Named joint coordinates:
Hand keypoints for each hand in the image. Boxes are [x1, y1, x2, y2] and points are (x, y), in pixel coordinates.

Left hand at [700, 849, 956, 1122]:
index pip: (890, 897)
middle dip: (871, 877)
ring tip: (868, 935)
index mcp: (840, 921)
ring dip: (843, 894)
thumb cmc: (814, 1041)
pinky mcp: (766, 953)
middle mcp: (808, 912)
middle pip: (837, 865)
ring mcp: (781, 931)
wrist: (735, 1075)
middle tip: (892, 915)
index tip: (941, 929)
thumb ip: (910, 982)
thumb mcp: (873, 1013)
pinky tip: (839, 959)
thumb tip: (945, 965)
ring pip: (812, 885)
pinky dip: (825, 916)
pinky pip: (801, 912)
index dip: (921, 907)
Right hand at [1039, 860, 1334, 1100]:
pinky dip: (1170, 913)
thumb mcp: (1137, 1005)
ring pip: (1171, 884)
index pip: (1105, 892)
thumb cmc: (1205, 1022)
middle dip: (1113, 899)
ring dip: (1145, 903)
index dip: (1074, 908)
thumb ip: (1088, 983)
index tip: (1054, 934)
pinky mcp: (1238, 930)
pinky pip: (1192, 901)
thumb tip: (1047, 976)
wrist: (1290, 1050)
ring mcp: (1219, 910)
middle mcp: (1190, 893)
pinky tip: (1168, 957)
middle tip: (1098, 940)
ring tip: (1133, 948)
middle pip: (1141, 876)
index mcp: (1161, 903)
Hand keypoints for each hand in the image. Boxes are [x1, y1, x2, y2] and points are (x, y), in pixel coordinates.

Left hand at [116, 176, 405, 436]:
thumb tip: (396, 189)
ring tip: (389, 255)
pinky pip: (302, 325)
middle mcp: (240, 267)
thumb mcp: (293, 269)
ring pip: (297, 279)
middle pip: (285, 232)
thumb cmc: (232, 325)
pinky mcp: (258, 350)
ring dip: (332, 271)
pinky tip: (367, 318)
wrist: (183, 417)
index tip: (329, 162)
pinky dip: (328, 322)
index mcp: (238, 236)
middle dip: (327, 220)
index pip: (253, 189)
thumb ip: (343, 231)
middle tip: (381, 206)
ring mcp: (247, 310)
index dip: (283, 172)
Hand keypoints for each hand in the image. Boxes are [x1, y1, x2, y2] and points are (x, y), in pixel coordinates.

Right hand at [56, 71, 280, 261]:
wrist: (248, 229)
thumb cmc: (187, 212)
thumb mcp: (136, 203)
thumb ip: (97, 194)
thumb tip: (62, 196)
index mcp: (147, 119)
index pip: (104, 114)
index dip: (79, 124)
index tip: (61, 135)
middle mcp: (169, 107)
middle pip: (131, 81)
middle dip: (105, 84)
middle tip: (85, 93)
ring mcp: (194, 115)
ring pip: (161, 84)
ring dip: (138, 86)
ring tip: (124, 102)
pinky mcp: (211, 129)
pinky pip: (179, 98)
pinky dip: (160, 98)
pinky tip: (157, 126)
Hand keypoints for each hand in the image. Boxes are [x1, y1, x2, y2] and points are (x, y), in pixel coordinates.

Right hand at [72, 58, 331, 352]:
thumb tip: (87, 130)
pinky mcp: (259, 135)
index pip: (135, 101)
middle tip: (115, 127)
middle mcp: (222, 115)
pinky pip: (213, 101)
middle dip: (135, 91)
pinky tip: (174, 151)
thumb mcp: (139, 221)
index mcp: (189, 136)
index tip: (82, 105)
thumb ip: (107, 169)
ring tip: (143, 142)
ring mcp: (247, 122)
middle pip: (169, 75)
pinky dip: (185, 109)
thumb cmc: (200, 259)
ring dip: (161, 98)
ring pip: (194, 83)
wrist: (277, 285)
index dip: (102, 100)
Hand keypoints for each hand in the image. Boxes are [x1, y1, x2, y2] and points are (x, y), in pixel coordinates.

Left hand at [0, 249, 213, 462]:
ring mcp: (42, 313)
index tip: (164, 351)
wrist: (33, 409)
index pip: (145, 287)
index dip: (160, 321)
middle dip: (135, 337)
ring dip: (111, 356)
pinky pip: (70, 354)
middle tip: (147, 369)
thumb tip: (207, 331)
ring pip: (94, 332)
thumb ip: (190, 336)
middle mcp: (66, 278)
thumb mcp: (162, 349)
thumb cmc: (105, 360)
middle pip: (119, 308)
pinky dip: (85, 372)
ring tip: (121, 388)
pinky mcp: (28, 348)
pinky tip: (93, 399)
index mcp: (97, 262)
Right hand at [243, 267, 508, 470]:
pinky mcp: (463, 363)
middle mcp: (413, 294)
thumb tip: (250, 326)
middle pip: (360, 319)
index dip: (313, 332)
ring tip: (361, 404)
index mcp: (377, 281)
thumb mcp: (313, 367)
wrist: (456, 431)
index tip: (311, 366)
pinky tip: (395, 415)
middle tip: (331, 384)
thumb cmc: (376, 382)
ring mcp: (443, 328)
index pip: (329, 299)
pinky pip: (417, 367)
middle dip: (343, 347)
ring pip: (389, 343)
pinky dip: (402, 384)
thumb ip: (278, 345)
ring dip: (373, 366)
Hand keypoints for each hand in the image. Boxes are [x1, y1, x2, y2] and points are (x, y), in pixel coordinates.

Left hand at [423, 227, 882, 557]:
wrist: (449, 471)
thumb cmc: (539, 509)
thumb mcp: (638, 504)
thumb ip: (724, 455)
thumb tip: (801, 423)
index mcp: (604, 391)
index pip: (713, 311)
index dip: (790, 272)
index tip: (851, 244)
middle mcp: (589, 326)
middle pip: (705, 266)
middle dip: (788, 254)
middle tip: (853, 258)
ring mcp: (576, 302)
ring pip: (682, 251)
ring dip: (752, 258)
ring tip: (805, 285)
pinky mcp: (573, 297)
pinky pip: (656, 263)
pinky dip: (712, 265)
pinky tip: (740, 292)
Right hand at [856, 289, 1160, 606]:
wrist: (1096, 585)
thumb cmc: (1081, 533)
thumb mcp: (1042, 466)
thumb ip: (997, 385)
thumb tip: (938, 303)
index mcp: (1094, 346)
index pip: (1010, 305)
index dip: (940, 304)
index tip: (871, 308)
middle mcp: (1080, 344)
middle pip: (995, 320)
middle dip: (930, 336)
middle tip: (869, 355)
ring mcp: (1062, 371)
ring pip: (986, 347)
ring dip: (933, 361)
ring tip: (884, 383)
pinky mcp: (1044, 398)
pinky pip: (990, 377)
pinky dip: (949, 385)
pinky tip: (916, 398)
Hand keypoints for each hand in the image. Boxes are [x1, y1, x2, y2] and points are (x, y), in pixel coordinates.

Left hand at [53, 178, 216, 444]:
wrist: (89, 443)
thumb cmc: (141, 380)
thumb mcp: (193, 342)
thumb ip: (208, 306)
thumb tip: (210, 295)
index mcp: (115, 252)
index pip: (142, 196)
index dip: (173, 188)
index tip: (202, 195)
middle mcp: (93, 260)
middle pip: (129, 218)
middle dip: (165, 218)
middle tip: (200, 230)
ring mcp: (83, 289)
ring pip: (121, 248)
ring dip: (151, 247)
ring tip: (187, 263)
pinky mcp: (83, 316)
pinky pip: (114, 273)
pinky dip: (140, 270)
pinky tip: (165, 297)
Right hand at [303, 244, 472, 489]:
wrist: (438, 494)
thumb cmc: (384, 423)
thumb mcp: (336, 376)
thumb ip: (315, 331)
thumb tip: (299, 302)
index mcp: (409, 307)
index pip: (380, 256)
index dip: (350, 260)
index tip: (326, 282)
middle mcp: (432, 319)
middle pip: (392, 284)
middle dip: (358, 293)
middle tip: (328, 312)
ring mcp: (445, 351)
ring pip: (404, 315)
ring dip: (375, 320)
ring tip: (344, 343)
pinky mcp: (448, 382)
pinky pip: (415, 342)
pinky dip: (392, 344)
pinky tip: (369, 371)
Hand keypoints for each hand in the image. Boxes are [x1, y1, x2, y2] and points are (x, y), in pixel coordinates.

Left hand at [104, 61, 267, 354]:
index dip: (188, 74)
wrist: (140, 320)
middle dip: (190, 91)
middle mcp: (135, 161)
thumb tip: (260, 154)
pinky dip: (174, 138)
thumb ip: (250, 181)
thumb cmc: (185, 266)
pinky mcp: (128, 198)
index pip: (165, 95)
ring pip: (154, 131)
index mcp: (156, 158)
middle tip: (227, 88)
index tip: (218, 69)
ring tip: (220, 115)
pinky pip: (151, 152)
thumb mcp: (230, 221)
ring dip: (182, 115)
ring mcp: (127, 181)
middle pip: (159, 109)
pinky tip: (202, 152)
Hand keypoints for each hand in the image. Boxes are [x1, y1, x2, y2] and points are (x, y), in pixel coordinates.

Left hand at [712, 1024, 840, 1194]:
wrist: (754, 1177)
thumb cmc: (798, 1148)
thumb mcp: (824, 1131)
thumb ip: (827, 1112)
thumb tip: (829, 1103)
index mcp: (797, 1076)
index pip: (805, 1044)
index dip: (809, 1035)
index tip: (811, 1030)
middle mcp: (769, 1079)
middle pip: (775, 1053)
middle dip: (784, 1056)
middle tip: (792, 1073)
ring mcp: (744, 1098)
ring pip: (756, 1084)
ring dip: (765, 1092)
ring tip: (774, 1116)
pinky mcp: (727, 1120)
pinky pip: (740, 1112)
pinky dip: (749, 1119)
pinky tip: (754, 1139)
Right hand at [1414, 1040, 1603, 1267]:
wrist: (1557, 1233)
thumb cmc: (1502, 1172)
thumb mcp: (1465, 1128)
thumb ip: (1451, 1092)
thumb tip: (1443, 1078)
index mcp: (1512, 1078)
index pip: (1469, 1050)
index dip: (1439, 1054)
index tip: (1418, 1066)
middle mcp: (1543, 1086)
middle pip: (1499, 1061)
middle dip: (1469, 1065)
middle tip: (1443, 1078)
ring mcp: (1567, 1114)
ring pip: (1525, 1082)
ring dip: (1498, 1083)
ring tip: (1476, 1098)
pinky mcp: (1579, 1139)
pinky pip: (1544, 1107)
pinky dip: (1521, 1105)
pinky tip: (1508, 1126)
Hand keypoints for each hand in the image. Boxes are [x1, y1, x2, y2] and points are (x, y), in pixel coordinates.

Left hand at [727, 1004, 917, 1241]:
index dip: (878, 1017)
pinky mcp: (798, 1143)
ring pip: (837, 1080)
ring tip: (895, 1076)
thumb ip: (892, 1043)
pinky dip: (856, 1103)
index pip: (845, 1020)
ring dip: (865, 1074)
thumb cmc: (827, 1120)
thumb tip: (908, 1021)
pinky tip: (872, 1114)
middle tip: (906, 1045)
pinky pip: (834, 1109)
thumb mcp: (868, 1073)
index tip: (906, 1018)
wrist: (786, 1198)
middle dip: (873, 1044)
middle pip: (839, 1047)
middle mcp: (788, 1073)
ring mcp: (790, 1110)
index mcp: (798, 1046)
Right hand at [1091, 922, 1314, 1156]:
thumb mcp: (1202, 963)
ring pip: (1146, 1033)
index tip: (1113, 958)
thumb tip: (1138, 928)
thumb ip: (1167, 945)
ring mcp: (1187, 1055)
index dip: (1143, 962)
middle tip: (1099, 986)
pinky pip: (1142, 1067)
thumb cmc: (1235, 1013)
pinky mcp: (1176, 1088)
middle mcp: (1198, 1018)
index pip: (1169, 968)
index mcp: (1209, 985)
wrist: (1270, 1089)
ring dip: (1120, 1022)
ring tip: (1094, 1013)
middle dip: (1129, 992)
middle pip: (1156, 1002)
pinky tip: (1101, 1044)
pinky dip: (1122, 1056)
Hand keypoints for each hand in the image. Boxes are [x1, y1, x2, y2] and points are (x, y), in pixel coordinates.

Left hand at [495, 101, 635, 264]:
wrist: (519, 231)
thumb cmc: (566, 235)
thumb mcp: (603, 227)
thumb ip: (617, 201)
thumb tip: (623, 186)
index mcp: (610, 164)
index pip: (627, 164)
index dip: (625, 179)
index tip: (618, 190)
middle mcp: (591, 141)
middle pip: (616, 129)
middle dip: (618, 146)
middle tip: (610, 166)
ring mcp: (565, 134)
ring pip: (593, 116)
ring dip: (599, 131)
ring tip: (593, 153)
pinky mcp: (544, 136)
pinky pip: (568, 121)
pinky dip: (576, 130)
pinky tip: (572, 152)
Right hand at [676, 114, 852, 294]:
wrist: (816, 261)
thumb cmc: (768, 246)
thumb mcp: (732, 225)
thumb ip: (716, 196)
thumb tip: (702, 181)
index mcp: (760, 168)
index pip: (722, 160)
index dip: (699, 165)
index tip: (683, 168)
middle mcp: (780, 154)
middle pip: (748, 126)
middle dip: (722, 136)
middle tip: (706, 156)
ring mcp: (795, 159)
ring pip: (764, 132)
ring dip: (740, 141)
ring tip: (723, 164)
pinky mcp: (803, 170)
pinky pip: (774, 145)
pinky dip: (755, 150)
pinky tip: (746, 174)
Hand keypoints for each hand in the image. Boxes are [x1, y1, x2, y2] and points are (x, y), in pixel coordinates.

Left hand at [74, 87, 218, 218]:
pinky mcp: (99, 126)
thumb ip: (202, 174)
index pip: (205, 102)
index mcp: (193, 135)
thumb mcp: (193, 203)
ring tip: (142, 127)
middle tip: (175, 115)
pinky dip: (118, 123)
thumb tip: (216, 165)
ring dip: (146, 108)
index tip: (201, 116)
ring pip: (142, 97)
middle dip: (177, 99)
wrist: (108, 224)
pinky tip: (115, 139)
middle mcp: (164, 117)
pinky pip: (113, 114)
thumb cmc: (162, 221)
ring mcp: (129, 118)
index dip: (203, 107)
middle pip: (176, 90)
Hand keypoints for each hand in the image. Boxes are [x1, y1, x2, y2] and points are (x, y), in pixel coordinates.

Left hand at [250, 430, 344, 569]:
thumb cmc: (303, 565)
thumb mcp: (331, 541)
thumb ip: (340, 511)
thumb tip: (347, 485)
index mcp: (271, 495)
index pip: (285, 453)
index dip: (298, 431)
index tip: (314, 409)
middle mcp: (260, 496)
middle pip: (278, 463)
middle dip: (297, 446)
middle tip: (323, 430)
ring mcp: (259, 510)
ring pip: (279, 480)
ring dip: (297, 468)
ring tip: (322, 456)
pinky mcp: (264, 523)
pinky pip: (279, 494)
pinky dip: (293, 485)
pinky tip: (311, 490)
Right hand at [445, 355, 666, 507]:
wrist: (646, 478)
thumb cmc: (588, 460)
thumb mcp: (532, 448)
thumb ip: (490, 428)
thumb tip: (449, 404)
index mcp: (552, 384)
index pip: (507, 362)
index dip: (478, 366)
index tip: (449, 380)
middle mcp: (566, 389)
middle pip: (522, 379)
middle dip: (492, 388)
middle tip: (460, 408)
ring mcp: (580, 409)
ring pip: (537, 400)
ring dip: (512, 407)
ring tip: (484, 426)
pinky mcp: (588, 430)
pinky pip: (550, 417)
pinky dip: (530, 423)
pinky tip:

* YOUR GOAL
Show the lines of the records above that mention "Right".

* ANSWER TO THIS PROBLEM
Right hand at [1039, 860, 1334, 1100]:
Right hand at [56, 71, 280, 261]:
Right hand at [72, 58, 331, 352]:
Right hand at [243, 267, 508, 470]:
Right hand at [856, 289, 1160, 606]:
Right hand at [303, 244, 472, 489]:
Right hand at [1414, 1040, 1603, 1267]:
Right hand at [1091, 922, 1314, 1156]:
Right hand at [676, 114, 852, 294]:
Right hand at [445, 355, 666, 507]:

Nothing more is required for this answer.